Related Work & Insights¶
- vs NAP: NAP generates geometry with implicit fields and Marching Cubes, which leads to over-smoothing and over-tessellation. MeshArt directly generates triangle meshes, obtaining compact and sharp results (with over 200 points gap in FID).
- vs CAGE: CAGE relies on part retrieval, which causes geometric inconsistencies. MeshArt generates both structure and geometry end-to-end, avoiding mismatching issues introduced by retrieval.
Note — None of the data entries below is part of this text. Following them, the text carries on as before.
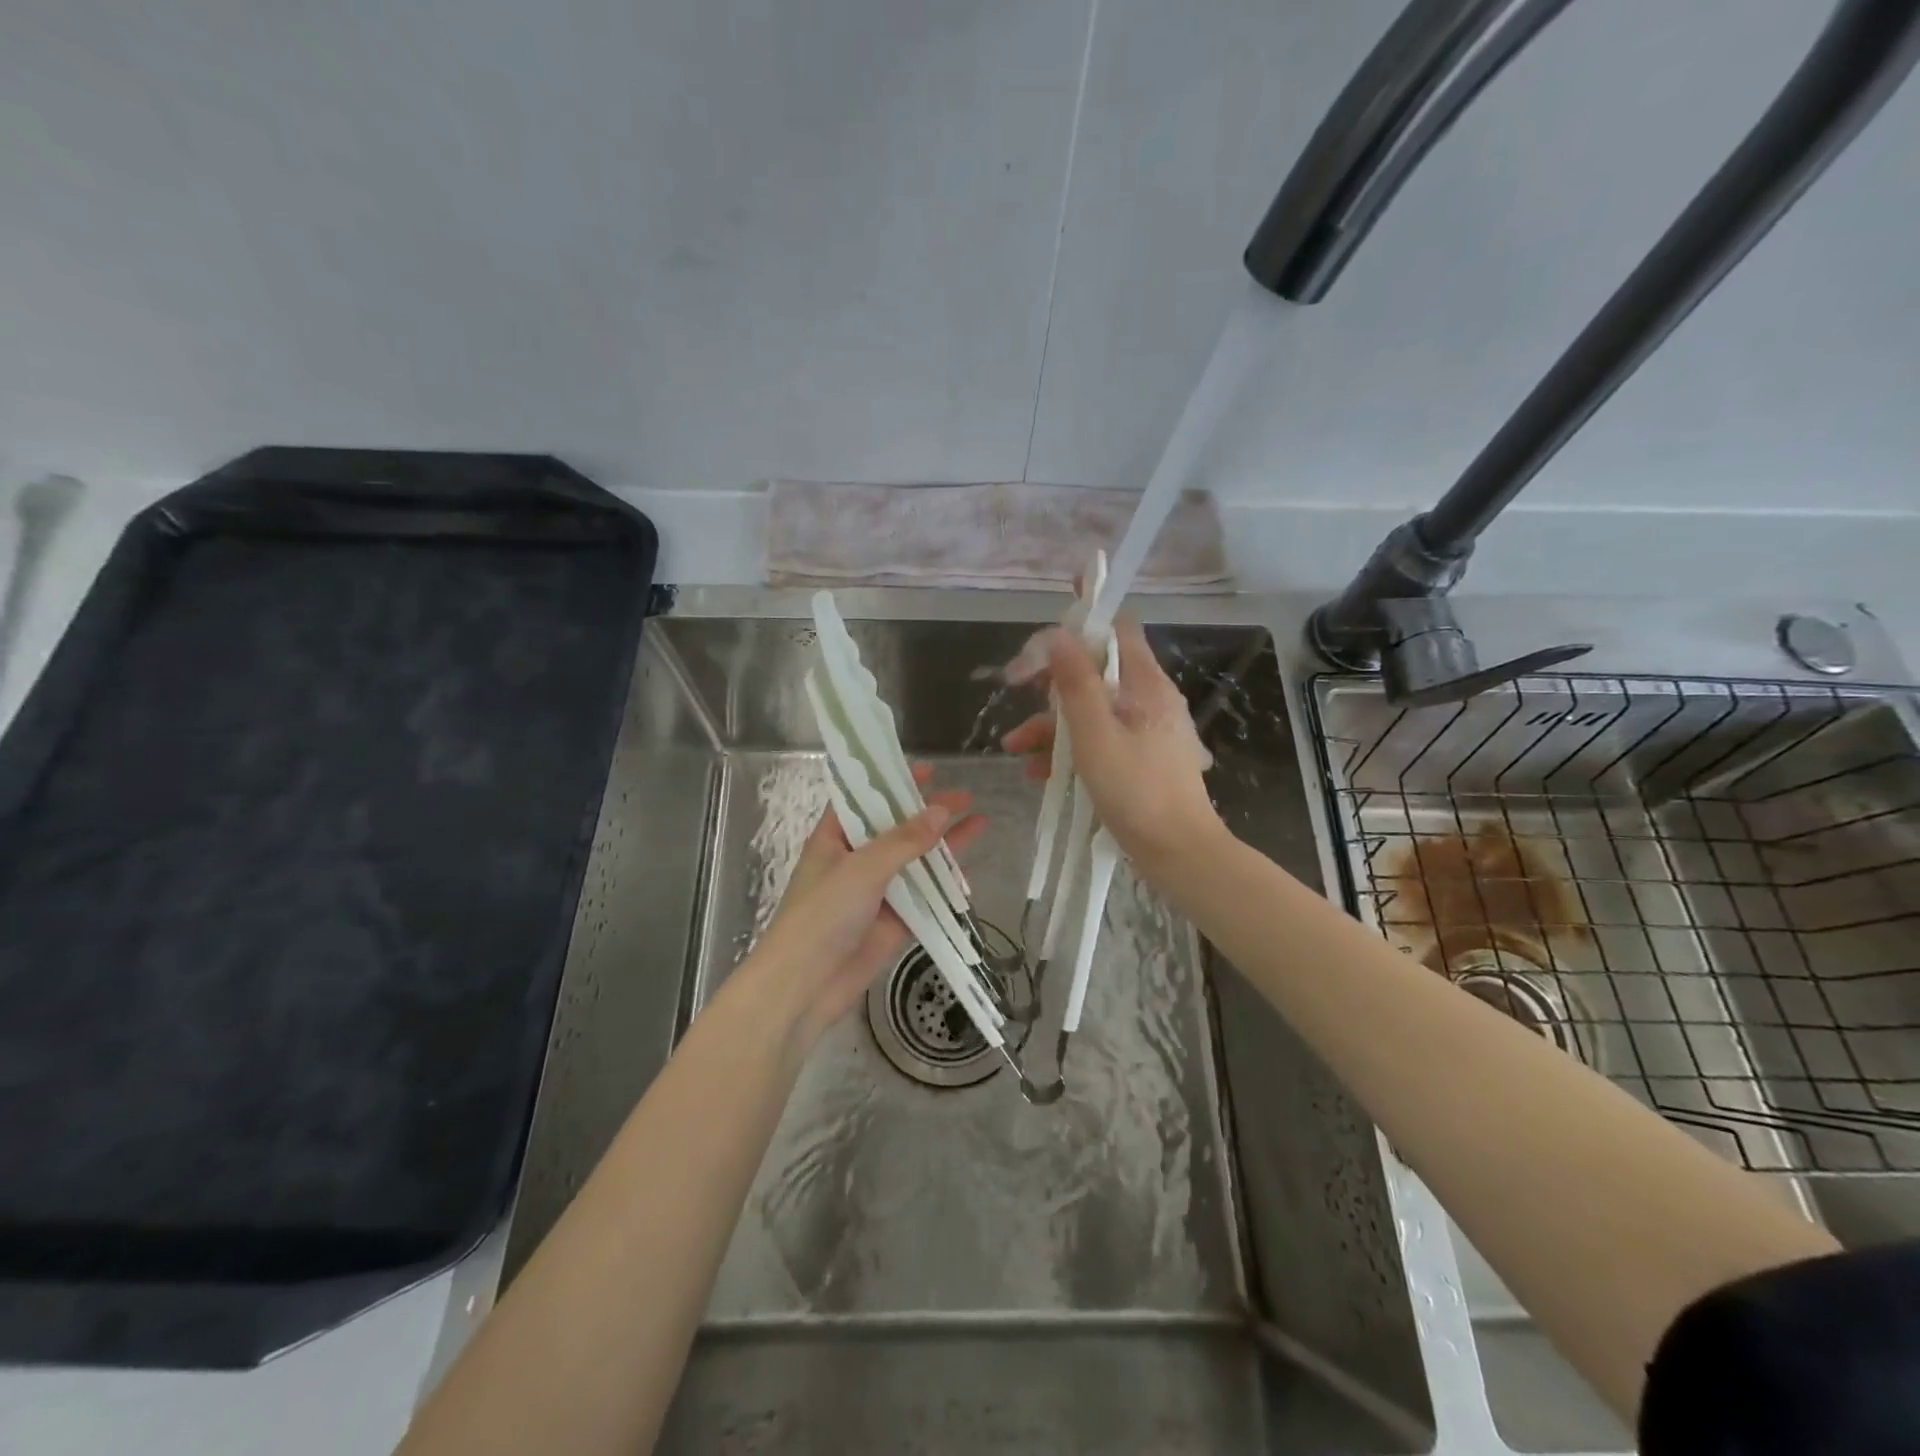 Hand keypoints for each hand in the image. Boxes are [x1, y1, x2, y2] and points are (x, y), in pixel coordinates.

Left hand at [747, 764, 983, 1044]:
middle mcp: (855, 860)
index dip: (892, 782)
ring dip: (943, 846)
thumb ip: (904, 841)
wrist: (806, 986)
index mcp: (834, 838)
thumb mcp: (862, 868)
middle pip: (896, 829)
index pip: (864, 799)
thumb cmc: (823, 914)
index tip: (926, 770)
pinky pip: (923, 898)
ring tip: (980, 822)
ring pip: (915, 862)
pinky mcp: (892, 922)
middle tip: (965, 796)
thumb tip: (941, 811)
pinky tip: (970, 873)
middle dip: (928, 812)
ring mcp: (875, 892)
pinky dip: (944, 886)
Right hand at [1002, 618, 1220, 866]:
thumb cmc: (1136, 790)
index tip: (1044, 636)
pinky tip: (1037, 770)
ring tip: (1013, 748)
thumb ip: (1075, 684)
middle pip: (1096, 671)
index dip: (1082, 622)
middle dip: (1052, 682)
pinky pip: (1098, 740)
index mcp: (1146, 684)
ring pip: (1091, 710)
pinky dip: (1068, 749)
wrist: (1178, 853)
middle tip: (1016, 690)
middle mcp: (1148, 700)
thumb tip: (1058, 634)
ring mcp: (1145, 731)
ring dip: (1050, 723)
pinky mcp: (1138, 759)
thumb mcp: (1095, 735)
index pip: (1118, 629)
- vs MeshGPT: MeshGPT only generates static meshes, while MeshArt extends generation to articulated objects, introducing a hierarchical structure-geometry framework and the junction face mechanism.
Rating¶
- Novelty: ⭐⭐⭐⭐⭐ The first hierarchical method to generate articulated objects directly in triangle mesh format, with a highly ingenious unified representation design.
- Experimental Thoroughness: ⭐⭐⭐⭐ Comprehensive comparison, ablation studies, novelty analysis, and conditional generation validation; includes a significant dataset contribution.
- Writing Quality: ⭐⭐⭐⭐ Clear method description, high-quality figures, and well-organized text.
- Value: ⭐⭐⭐⭐⭐ Dual contribution in both the methodology and dataset, presenting a pioneering advancement for articulated object generation.